Of course, Tobor wins. Then he finally, finally shoots someone.

He drives away - so we’ve doubled up on the fistfight / driving around quotient this time. Of course the Rangers recover from the effects of being shot with sparks, and alert the authorities to conduct a massive planetary dragnet for Captain Video. Behold the mobilization!

Not just a car speeding down a ramp, but motorcycle police in alleys!

Meanwhile, Captain Video, who has the command of the planet's finest technology at his disposal but lacks any miniaturized communication devices, is led to a tiny set meant to indicate the interior of a plane cabin. He is convinced.
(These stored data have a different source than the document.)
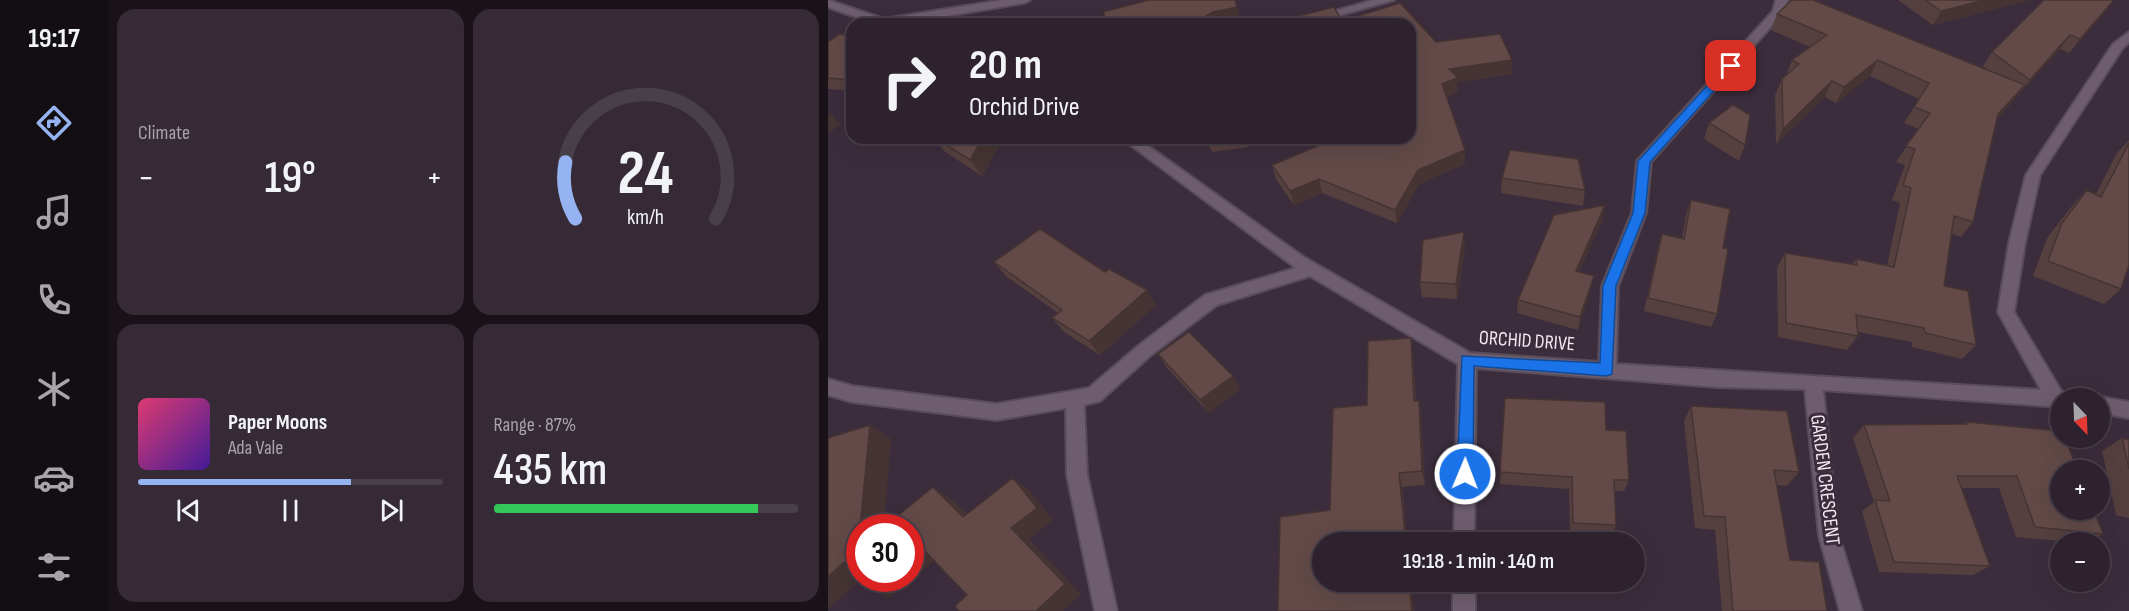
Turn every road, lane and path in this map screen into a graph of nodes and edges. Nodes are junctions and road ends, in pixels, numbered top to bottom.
1 (1024, 0) edge
2 (1388, 0) edge
3 (1782, 0) edge
4 (828, 3) edge
5 (871, 18) edge
6 (915, 18) edge
7 (1318, 18) edge
8 (2129, 36) edge
9 (1136, 144) edge
10 (1311, 269) junction
11 (1467, 360) junction
12 (1607, 370) junction
13 (1813, 382) junction
14 (828, 387) edge
15 (2052, 388) edge
16 (2050, 397) edge
17 (1075, 398) junction
18 (2110, 407) edge
19 (2129, 410) edge
20 (1464, 532) edge
21 (1464, 592) edge
22 (1106, 611) edge
23 (1464, 611) edge
24 (1851, 611) edge

1 - 6 street
2 - 7 street
3 - 12 street
4 - 5 street
8 - 15 street
9 - 10 street, ORCHID DRIVE
10 - 11 street, ORCHID DRIVE
10 - 17 street
11 - 12 street, ORCHID DRIVE
11 - 20 street
12 - 13 street, ORCHID DRIVE
13 - 16 street, ORCHID DRIVE
13 - 24 street, GARDEN CRESCENT
14 - 17 street
17 - 22 street
18 - 19 street
21 - 23 street

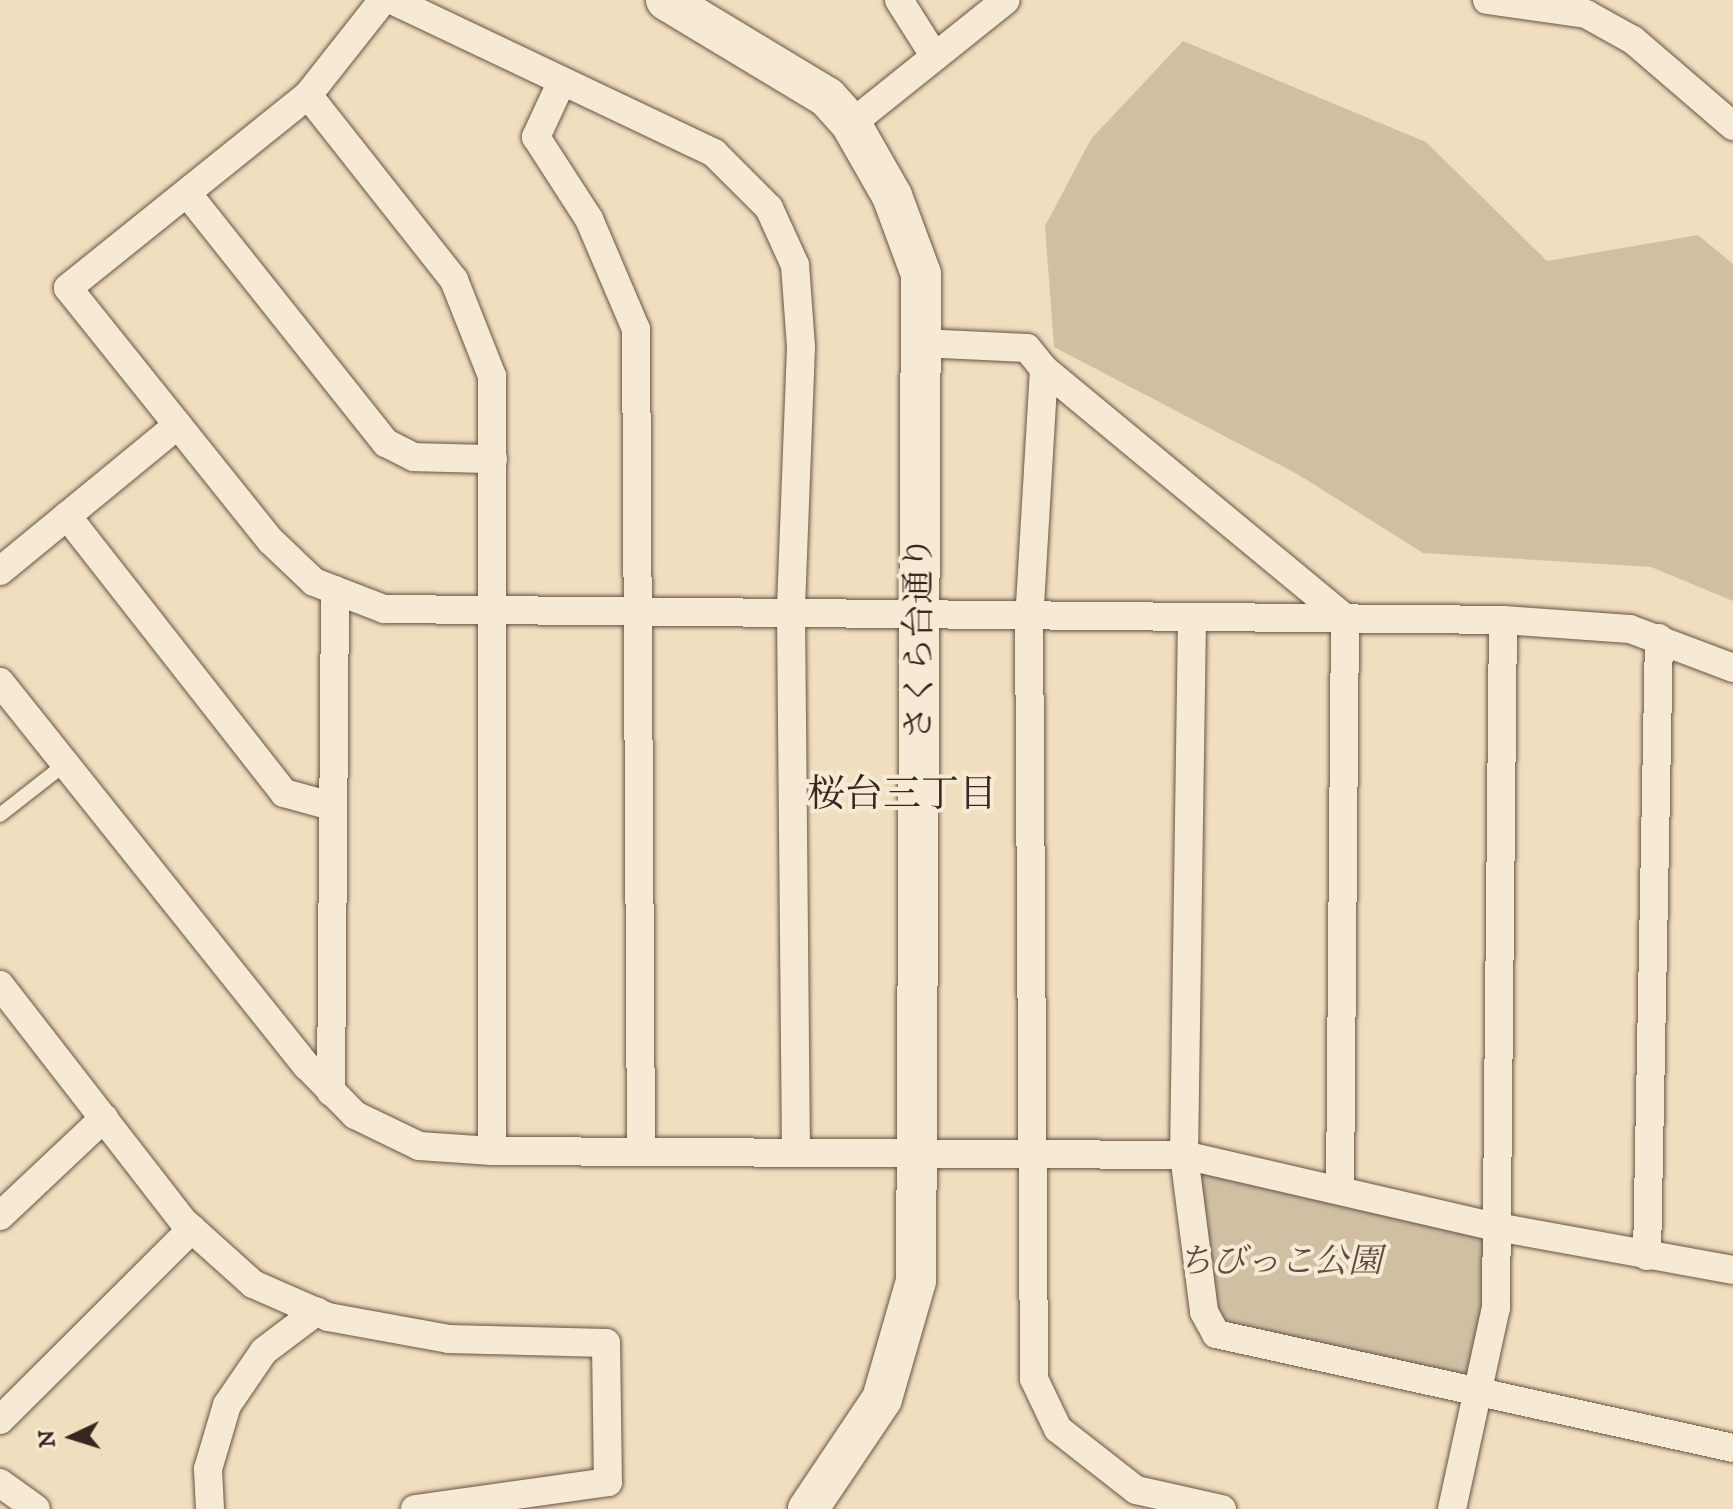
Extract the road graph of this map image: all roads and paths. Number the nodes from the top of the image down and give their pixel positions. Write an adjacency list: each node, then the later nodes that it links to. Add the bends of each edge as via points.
1 (383, 0): 9 (street)
2 (392, 0): 8 (street)
3 (666, 0): 10 (street, さくら台通り, via 827,97)
4 (899, 0): 7 (street)
5 (1006, 0): 7 (street)
6 (1487, 0): 11 (street, via 1586,14 1633,40)
7 (935, 57): 10 (street)
8 (562, 81): 21 (street, via 536,137 589,219 636,329); 22 (street, via 714,153 769,208 795,265 801,347)
9 (308, 95): 12 (street); 16 (street, via 454,280 492,376)
10 (851, 124): 13 (street, さくら台通り, via 892,196 921,274)
11 (1733, 126)
12 (187, 193): 15 (street, via 68,288); 16 (street, via 386,443 414,457)
13 (920, 343): 14 (street, via 1027,348); 23 (street, さくら台通り)
14 (1044, 369): 24 (street); 26 (street)
15 (178, 425): 17 (street); 19 (street, via 271,541 314,582)
16 (493, 459): 20 (street)
17 (67, 516): 18 (street); 32 (street, via 284,793)
18 (0, 571)
19 (335, 590): 20 (street, via 384,609); 32 (street)
20 (495, 611): 21 (street); 37 (street)
21 (641, 612): 22 (street); 38 (street)
22 (791, 613): 23 (street); 39 (street)
23 (920, 618): 24 (street); 40 (street, さくら台通り)
24 (1029, 618): 25 (street); 41 (street)
25 (1192, 618): 26 (street); 42 (street)
26 (1345, 618): 27 (street); 43 (street)
27 (1503, 620): 28 (street, via 1630,629); 45 (street)
28 (1659, 638): 29 (street); 47 (street)
29 (1733, 668)
30 (0, 682): 31 (street)
31 (64, 765): 33 (lane); 35 (street)
32 (331, 806): 35 (street)
33 (0, 815)
34 (0, 985): 36 (street)
35 (331, 1092): 37 (street, via 355,1115 419,1146)
36 (104, 1118): 44 (street); 46 (street)
37 (492, 1151): 38 (street)
38 (641, 1151): 39 (street)
39 (796, 1152): 40 (street)
40 (917, 1153): 41 (street); 54 (street, さくら台通り, via 916,1281 882,1399)
41 (1033, 1154): 42 (street); 58 (street, via 1034,1379 1058,1429 1136,1490)
42 (1184, 1155): 43 (street); 50 (street, via 1204,1312 1216,1334)
43 (1340, 1187): 45 (street)
44 (0, 1216)
45 (1497, 1227): 47 (street); 50 (street, via 1496,1308)
46 (192, 1229): 49 (street, via 253,1284); 51 (street)
47 (1647, 1256): 48 (street)
48 (1733, 1270)
49 (317, 1311): 56 (street, via 264,1351 227,1405 208,1469); 57 (street, via 449,1339 606,1343 608,1482)
50 (1479, 1393): 52 (street); 59 (street)
51 (0, 1420)
52 (1733, 1448)
53 (0, 1483): 55 (street)
54 (821, 1505)
55 (36, 1509)
56 (210, 1509)
57 (415, 1509)
58 (1222, 1509)
59 (1452, 1509)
Tobor gets them to the plane and commands Captain Video to fly it - apparently he has no idea how - and they get away, just as two of the Crack Elite Fighting Force of Earth show up to stop them. It's Pops and Tubby:

Top men. Top. Men. Ah, but a double-cross is in the works. Vultura decides to kill Tobot and Captain Video with one of his remotely=guided flying disks, leading one to ask WHY DIDN’T HE DO THAT IN THE PREVIOUS 13 EPISODES. Anyway, we know Vultura is feeling confident, because there’s some serious gut-revealing going on here.


Ironic and practical! Also, special effects that rival the finest CGI of today:


And then the plane explodes!!! Gosh, fellas, how will they get out of this?

Tune in next week, for . . .

. . . .oh, whatever it’s called. I'm going to miss these. Each one has delivered exactly what it promised: fistfights, driving, gadgets, Captain Video looking concerned, Tobor lying, Vultura confidently strutting around and discounting every setback, and of course Skelton Kraggs. Did these come before the cartoon, or after? Either works.


The usual usual scattered about the internet; see you around.